Oct. 19, 1987 remains the biggest one-day stock market drop in history.
ROSENFELD:
The need for dynamic trading from portfolio insurers exceeded the liquidity. The standby capital that usually comes in during these times was slow to come in. In that sense, circuit breakers do help. It allows the standby capital to assemble.
LEWIS:
It makes everybody uncomfortable when something dramatic happens with prices, and no drama in the world could explain such movement. It makes the market seem absurd. And so that was the feeling. To me it was like, Corporate America is not worth whatever percent less today than yesterday.
MARKS:
People think that if stocks went down 20 percent in a day, it must be the end of the world.

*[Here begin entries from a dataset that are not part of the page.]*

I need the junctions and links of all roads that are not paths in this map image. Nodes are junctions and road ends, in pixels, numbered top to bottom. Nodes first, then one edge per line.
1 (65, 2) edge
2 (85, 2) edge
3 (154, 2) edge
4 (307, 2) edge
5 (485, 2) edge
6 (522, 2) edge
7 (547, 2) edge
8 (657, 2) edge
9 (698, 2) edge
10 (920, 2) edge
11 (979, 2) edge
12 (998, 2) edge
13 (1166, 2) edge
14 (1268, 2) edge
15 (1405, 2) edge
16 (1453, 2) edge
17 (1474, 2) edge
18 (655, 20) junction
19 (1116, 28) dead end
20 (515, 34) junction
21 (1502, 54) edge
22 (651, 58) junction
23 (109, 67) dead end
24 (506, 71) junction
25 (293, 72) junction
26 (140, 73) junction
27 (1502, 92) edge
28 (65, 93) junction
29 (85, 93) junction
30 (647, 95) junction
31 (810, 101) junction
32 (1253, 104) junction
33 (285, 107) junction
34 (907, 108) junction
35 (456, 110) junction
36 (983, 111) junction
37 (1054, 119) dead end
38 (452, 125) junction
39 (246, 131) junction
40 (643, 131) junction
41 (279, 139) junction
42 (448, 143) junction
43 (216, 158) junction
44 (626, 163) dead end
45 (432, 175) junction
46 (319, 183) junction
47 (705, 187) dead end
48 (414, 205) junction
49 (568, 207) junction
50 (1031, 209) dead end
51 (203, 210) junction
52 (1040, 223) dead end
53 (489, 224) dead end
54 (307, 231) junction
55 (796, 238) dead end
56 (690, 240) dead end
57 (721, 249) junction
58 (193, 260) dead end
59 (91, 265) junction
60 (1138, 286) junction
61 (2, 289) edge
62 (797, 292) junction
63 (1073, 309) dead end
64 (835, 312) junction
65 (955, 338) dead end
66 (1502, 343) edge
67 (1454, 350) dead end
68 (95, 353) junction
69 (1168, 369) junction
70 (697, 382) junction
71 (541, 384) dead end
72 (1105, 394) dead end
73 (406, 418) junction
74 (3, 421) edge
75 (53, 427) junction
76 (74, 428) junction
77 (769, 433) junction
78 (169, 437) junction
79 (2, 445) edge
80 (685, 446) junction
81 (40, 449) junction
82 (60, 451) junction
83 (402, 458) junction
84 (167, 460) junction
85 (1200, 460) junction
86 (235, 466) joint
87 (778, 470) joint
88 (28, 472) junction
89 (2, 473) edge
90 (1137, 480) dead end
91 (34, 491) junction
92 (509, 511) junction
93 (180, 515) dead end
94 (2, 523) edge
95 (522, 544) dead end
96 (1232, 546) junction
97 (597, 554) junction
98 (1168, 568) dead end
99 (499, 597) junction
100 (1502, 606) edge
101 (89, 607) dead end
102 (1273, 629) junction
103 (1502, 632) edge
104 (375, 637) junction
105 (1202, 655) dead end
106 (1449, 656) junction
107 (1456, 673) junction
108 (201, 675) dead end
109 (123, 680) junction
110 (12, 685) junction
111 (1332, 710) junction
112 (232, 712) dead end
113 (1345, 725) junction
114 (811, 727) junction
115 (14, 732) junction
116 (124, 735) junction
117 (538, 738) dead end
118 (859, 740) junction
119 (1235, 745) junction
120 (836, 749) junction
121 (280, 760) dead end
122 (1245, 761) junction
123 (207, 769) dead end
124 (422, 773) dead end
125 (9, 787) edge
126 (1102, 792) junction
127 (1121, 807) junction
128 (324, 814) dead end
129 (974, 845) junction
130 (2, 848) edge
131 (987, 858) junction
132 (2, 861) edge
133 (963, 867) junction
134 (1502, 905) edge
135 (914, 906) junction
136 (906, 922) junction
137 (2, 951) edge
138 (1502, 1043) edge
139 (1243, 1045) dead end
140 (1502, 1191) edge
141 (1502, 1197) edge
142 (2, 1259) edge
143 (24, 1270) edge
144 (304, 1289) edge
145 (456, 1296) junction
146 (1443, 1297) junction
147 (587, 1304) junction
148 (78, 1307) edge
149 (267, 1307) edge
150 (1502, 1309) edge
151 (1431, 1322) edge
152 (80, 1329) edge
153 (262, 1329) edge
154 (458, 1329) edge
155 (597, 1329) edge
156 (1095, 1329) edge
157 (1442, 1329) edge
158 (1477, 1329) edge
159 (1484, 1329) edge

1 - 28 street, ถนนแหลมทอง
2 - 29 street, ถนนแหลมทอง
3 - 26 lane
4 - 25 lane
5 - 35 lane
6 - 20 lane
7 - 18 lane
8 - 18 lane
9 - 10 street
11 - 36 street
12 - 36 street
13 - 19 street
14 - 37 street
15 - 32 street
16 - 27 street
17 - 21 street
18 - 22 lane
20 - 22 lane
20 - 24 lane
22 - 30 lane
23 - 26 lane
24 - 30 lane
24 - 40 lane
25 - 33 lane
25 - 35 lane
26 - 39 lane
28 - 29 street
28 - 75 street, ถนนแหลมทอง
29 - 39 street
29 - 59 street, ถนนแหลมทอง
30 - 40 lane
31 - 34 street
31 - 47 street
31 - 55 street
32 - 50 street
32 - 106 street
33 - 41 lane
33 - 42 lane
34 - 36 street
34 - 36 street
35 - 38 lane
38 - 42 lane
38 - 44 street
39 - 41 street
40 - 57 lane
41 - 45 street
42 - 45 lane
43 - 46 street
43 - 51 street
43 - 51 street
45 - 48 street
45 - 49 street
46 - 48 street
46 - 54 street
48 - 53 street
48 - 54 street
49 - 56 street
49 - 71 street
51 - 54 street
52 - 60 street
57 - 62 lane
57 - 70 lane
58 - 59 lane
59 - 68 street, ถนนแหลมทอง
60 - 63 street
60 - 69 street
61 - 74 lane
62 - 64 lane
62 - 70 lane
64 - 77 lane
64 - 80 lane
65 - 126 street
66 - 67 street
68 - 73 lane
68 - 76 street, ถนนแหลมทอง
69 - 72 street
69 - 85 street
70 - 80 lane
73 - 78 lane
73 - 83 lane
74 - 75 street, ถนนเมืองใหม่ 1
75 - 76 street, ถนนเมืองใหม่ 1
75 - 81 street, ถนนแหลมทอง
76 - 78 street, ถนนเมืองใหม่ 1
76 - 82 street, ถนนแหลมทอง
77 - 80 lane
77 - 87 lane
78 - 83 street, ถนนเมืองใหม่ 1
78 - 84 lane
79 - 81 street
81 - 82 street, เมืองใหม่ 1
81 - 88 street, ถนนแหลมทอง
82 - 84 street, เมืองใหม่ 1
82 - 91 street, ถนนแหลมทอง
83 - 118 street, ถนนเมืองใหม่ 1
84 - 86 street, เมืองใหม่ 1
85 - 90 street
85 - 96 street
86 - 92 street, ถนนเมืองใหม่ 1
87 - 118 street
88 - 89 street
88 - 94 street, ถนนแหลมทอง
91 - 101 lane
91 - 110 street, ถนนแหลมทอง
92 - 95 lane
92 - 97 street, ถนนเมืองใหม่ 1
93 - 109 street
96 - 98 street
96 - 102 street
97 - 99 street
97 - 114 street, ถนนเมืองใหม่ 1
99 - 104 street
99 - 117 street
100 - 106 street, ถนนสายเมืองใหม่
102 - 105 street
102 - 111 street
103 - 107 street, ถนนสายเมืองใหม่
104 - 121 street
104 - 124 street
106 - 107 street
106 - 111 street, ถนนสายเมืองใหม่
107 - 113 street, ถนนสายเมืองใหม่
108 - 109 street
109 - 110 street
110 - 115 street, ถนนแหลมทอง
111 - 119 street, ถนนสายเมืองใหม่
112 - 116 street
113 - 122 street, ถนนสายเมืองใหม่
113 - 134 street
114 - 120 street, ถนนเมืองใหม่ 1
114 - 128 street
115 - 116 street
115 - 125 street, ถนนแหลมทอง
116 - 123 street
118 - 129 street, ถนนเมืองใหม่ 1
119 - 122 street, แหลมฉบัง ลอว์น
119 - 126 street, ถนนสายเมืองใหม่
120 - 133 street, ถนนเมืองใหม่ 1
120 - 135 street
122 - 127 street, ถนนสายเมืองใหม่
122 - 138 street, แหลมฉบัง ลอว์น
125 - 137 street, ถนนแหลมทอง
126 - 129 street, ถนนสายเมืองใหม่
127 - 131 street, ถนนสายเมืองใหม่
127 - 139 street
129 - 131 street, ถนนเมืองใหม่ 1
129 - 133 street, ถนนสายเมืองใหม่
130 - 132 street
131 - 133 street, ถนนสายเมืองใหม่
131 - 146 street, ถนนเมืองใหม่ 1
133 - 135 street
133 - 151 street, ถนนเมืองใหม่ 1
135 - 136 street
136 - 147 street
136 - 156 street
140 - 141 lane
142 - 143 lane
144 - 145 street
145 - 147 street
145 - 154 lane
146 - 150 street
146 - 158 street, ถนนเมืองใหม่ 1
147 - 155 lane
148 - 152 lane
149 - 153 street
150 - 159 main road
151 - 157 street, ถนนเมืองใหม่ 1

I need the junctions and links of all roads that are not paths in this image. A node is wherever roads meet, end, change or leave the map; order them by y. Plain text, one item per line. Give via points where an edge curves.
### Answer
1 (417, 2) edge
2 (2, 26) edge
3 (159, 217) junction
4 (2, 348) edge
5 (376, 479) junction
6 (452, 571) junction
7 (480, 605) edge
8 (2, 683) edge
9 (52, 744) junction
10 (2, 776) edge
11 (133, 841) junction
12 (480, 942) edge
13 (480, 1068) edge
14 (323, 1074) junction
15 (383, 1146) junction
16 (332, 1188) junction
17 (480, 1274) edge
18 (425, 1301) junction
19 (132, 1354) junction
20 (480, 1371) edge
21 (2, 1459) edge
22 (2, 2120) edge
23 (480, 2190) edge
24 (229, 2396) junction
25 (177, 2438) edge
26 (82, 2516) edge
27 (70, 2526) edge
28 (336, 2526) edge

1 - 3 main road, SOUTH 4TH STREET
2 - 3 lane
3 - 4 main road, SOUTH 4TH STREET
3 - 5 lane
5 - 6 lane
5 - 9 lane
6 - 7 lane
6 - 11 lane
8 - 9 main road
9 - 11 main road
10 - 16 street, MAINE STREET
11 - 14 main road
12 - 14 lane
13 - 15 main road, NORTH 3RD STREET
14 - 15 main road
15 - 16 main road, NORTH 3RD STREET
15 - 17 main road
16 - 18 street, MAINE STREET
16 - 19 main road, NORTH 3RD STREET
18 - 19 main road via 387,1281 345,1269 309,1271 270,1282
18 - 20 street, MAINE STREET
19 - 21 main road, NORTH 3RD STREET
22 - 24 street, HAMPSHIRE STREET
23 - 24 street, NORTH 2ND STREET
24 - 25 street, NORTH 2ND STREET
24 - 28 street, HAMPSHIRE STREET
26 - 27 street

That is, they impute intelligence to the market—and that’s a mistake.
JONES:
Black Monday’s 33 percent decline in S&P 500 futures taught newly baptized regulators what old-school commodity traders had known for a hundred years: Limits on trading of stock futures were obligatory. They learned the hard way that markets, left to their own devices, can and will break down into panic and chaos.
LEITNER:
It was the first time we gave a lot of thought to counterparty risk. Had the Hong Kong Futures Exchange [which was closed for nearly a week and subsequently bailed out by the Chinese government] gone belly-up and those futures contracts not been honored, I probably would have been fired.
BORISH:
Afterward, Paul seconded me to the New York Fed to help with the Brady commission. To Paul’s credit, he put a lot of resources into getting data and computers. We’d be in there on weekends with screwdrivers taking out floppy drives and putting in hard drives. We hired summer interns to type data into spreadsheets, which only had 3,000 rows at the time. We provided all of our data to the Brady commission; Goldman didn’t have it, J.P. Morgan didn’t have it. The chapter on the market break mostly came from Tudor.
ROSENFELD:
There wasn’t this global perspective that you see today with correlations being so high, and I think that’s what saved the marketplace that day. It wasn’t the circuit breakers that saved the day; it was that the markets were siloed. If that were to happen today, who knows what would happen.
BORISH:
If you look at Greenspan’s behavior during the Long-Term Capital Management crisis 10 years later, he moved quickly to provide liquidity to the system. So like every good trader, he learned from his prior mistakes. He thought, “We’re going to get out there, we’re going to get in front of it, and we’re going to provide liquidity to the system.”
TALEB:
If the Fed hadn’t stepped in on Tuesday morning, we would have a lot cleaner financial system today, but it would have been a complete bloodbath then.